▶ **HOW TO COMPLETE THIS TASK**
From the records below, state how many lines include the word "праезд", giving only that number.
=== RECORDS TO PROCESS ===
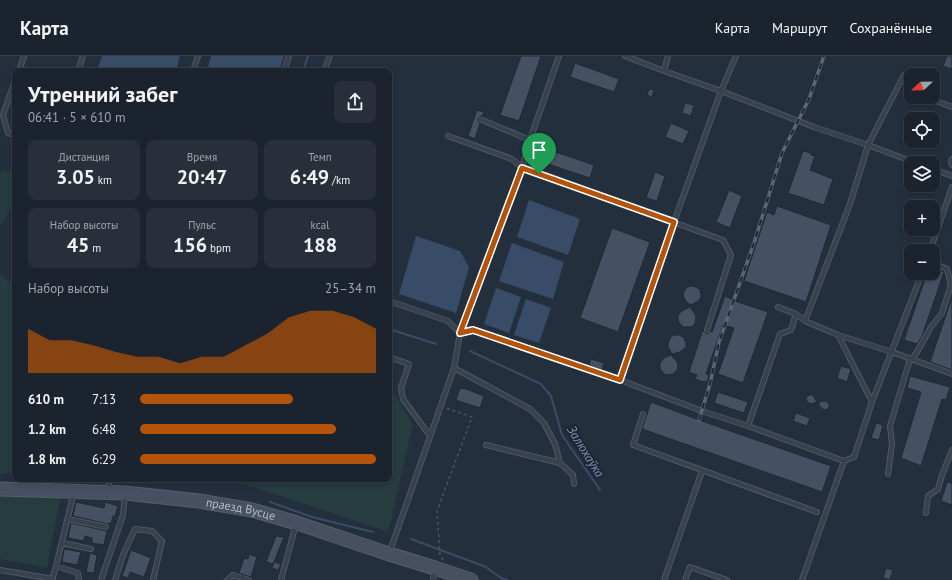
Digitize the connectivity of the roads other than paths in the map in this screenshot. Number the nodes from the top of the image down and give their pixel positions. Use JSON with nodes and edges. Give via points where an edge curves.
{"nodes":[{"id":1,"x":24,"y":56,"type":"edge"},
{"id":2,"x":83,"y":56,"type":"edge"},
{"id":3,"x":198,"y":56,"type":"edge"},
{"id":4,"x":289,"y":56,"type":"edge"},
{"id":5,"x":330,"y":56,"type":"edge"},
{"id":6,"x":559,"y":56,"type":"edge"},
{"id":7,"x":625,"y":56,"type":"edge"},
{"id":8,"x":668,"y":56,"type":"edge"},
{"id":9,"x":736,"y":56,"type":"edge"},
{"id":10,"x":20,"y":68,"type":"edge"},
{"id":11,"x":79,"y":68,"type":"edge"},
{"id":12,"x":194,"y":68,"type":"edge"},
{"id":13,"x":285,"y":68,"type":"edge"},
{"id":14,"x":325,"y":68,"type":"edge"},
{"id":15,"x":664,"y":71,"type":"junction"},
{"id":16,"x":904,"y":75,"type":"edge"},
{"id":17,"x":12,"y":90,"type":"edge"},
{"id":18,"x":721,"y":91,"type":"junction"},
{"id":19,"x":940,"y":102,"type":"edge"},
{"id":20,"x":952,"y":107,"type":"edge"},
{"id":21,"x":482,"y":120,"type":"dead end"},
{"id":22,"x":12,"y":135,"type":"edge"},
{"id":23,"x":448,"y":136,"type":"dead end"},
{"id":24,"x":530,"y":140,"type":"junction"},
{"id":25,"x":868,"y":145,"type":"junction"},
{"id":26,"x":904,"y":158,"type":"edge"},
{"id":27,"x":952,"y":159,"type":"edge"},
{"id":28,"x":952,"y":165,"type":"edge"},
{"id":29,"x":522,"y":168,"type":"junction"},
{"id":30,"x":940,"y":172,"type":"edge"},
{"id":31,"x":952,"y":176,"type":"edge"},
{"id":32,"x":952,"y":187,"type":"edge"},
{"id":33,"x":674,"y":222,"type":"junction"},
{"id":34,"x":932,"y":244,"type":"edge"},
{"id":35,"x":940,"y":266,"type":"edge"},
{"id":36,"x":919,"y":280,"type":"edge"},
{"id":37,"x":392,"y":302,"type":"edge"},
{"id":38,"x":778,"y":307,"type":"dead end"},
{"id":39,"x":796,"y":314,"type":"junction"},
{"id":40,"x":805,"y":321,"type":"junction"},
{"id":41,"x":707,"y":330,"type":"dead end"},
{"id":42,"x":460,"y":333,"type":"junction"},
{"id":43,"x":838,"y":335,"type":"junction"},
{"id":44,"x":892,"y":352,"type":"junction"},
{"id":45,"x":392,"y":358,"type":"edge"},
{"id":46,"x":910,"y":359,"type":"junction"},
{"id":47,"x":454,"y":368,"type":"junction"},
{"id":48,"x":952,"y":374,"type":"edge"},
{"id":49,"x":620,"y":380,"type":"junction"},
{"id":50,"x":872,"y":402,"type":"junction"},
{"id":51,"x":643,"y":414,"type":"dead end"},
{"id":52,"x":748,"y":426,"type":"junction"},
{"id":53,"x":430,"y":436,"type":"junction"},
{"id":54,"x":486,"y":445,"type":"dead end"},
{"id":55,"x":952,"y":450,"type":"edge"},
{"id":56,"x":844,"y":461,"type":"junction"},
{"id":57,"x":560,"y":463,"type":"junction"},
{"id":58,"x":702,"y":471,"type":"junction"},
{"id":59,"x":888,"y":474,"type":"dead end"},
{"id":60,"x":109,"y":482,"type":"edge"},
{"id":61,"x":574,"y":484,"type":"dead end"},
{"id":62,"x":0,"y":489,"type":"edge"},
{"id":63,"x":74,"y":491,"type":"junction"},
{"id":64,"x":109,"y":492,"type":"junction"},
{"id":65,"x":125,"y":493,"type":"junction"},
{"id":66,"x":817,"y":512,"type":"dead end"},
{"id":67,"x":926,"y":513,"type":"dead end"},
{"id":68,"x":68,"y":519,"type":"junction"},
{"id":69,"x":297,"y":523,"type":"junction"},
{"id":70,"x":106,"y":527,"type":"dead end"},
{"id":71,"x":62,"y":543,"type":"junction"},
{"id":72,"x":91,"y":549,"type":"dead end"},
{"id":73,"x":389,"y":554,"type":"junction"},
{"id":74,"x":56,"y":566,"type":"junction"},
{"id":75,"x":0,"y":570,"type":"edge"},
{"id":76,"x":437,"y":570,"type":"edge"},
{"id":77,"x":53,"y":580,"type":"edge"},
{"id":78,"x":79,"y":580,"type":"edge"},
{"id":79,"x":101,"y":580,"type":"edge"},
{"id":80,"x":115,"y":580,"type":"edge"},
{"id":81,"x":153,"y":580,"type":"edge"},
{"id":82,"x":227,"y":580,"type":"edge"},
{"id":83,"x":249,"y":580,"type":"edge"},
{"id":84,"x":281,"y":580,"type":"edge"},
{"id":85,"x":471,"y":580,"type":"edge"},
{"id":86,"x":664,"y":580,"type":"edge"},
{"id":87,"x":685,"y":580,"type":"edge"},
{"id":88,"x":727,"y":580,"type":"edge"},
{"id":89,"x":802,"y":580,"type":"edge"}],
"edges":[{"from":1,"to":10,"type":"lane"},
{"from":2,"to":11,"type":"lane"},
{"from":3,"to":12,"type":"lane"},
{"from":4,"to":13,"type":"lane"},
{"from":5,"to":14,"type":"lane"},
{"from":6,"to":24,"type":"lane"},
{"from":7,"to":15,"type":"lane"},
{"from":8,"to":15,"type":"lane"},
{"from":9,"to":18,"type":"lane"},
{"from":15,"to":18,"type":"lane"},
{"from":16,"to":25,"type":"lane"},
{"from":17,"to":22,"type":"lane","via":[[3,116],[8,133]]},
{"from":18,"to":25,"type":"lane"},
{"from":18,"to":33,"type":"lane"},
{"from":19,"to":20,"type":"lane"},
{"from":21,"to":24,"type":"lane"},
{"from":23,"to":29,"type":"lane","via":[[512,159]]},
{"from":24,"to":29,"type":"lane"},
{"from":25,"to":26,"type":"lane"},
{"from":25,"to":40,"type":"lane","via":[[850,204]]},
{"from":27,"to":28,"type":"lane"},
{"from":29,"to":33,"type":"lane"},
{"from":29,"to":42,"type":"lane"},
{"from":30,"to":31,"type":"lane"},
{"from":32,"to":34,"type":"lane"},
{"from":33,"to":41,"type":"lane","via":[[723,240],[731,255]]},
{"from":33,"to":49,"type":"lane"},
{"from":35,"to":46,"type":"lane","via":[[947,268],[952,284],[942,313]]},
{"from":36,"to":44,"type":"lane"},
{"from":37,"to":42,"type":"lane","via":[[448,321]]},
{"from":38,"to":39,"type":"lane"},
{"from":39,"to":40,"type":"lane"},
{"from":39,"to":52,"type":"lane","via":[[791,330],[780,334]]},
{"from":40,"to":43,"type":"lane"},
{"from":42,"to":47,"type":"lane"},
{"from":42,"to":49,"type":"lane","via":[[473,330]]},
{"from":43,"to":44,"type":"lane"},
{"from":43,"to":50,"type":"lane"},
{"from":44,"to":46,"type":"lane"},
{"from":44,"to":50,"type":"lane"},
{"from":45,"to":53,"type":"lane","via":[[408,364],[401,388],[403,399]]},
{"from":46,"to":48,"type":"lane"},
{"from":46,"to":59,"type":"lane","via":[[890,426],[892,444]]},
{"from":47,"to":53,"type":"lane"},
{"from":47,"to":57,"type":"lane","via":[[530,409],[544,423],[555,444]]},
{"from":49,"to":52,"type":"lane"},
{"from":50,"to":56,"type":"lane","via":[[854,457]]},
{"from":51,"to":58,"type":"lane","via":[[633,445]]},
{"from":52,"to":56,"type":"lane"},
{"from":53,"to":73,"type":"lane"},
{"from":54,"to":57,"type":"lane"},
{"from":55,"to":67,"type":"lane","via":[[938,490],[928,496]]},
{"from":56,"to":89,"type":"lane"},
{"from":57,"to":61,"type":"lane","via":[[573,475]]},
{"from":58,"to":66,"type":"lane"},
{"from":58,"to":86,"type":"lane"},
{"from":60,"to":64,"type":"lane"},
{"from":62,"to":63,"type":"street","name":"праезд Вусце"},
{"from":63,"to":64,"type":"street","name":"праезд Вусце"},
{"from":63,"to":68,"type":"lane"},
{"from":64,"to":65,"type":"street","name":"праезд Вусце"},
{"from":65,"to":69,"type":"street","name":"праезд Вусце","via":[[252,510]]},
{"from":65,"to":79,"type":"lane","via":[[123,515]]},
{"from":68,"to":70,"type":"lane"},
{"from":68,"to":71,"type":"lane"},
{"from":69,"to":73,"type":"street","name":"праезд Вусце"},
{"from":69,"to":84,"type":"lane"},
{"from":71,"to":72,"type":"lane"},
{"from":71,"to":74,"type":"lane"},
{"from":73,"to":76,"type":"street","name":"праезд Вусце"},
{"from":74,"to":77,"type":"lane"},
{"from":74,"to":78,"type":"lane","via":[[78,573]]},
{"from":75,"to":77,"type":"lane"},
{"from":76,"to":85,"type":"street","name":"праезд Вусце"},
{"from":80,"to":81,"type":"lane","via":[[135,529],[152,530],[162,541]]},
{"from":82,"to":83,"type":"lane","via":[[233,575]]},
{"from":87,"to":88,"type":"lane","via":[[690,567]]}]}
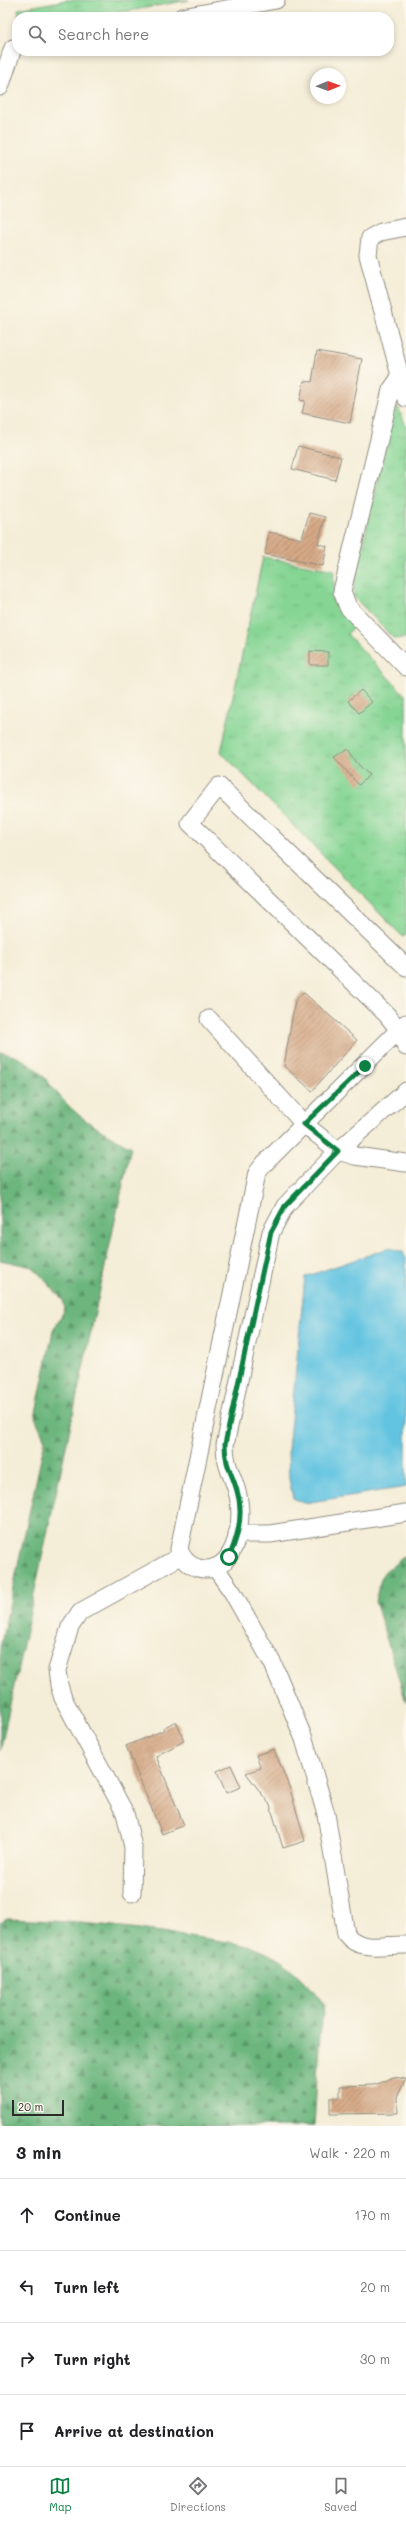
===
▶ **SOLUTION TO THIS TASK**
7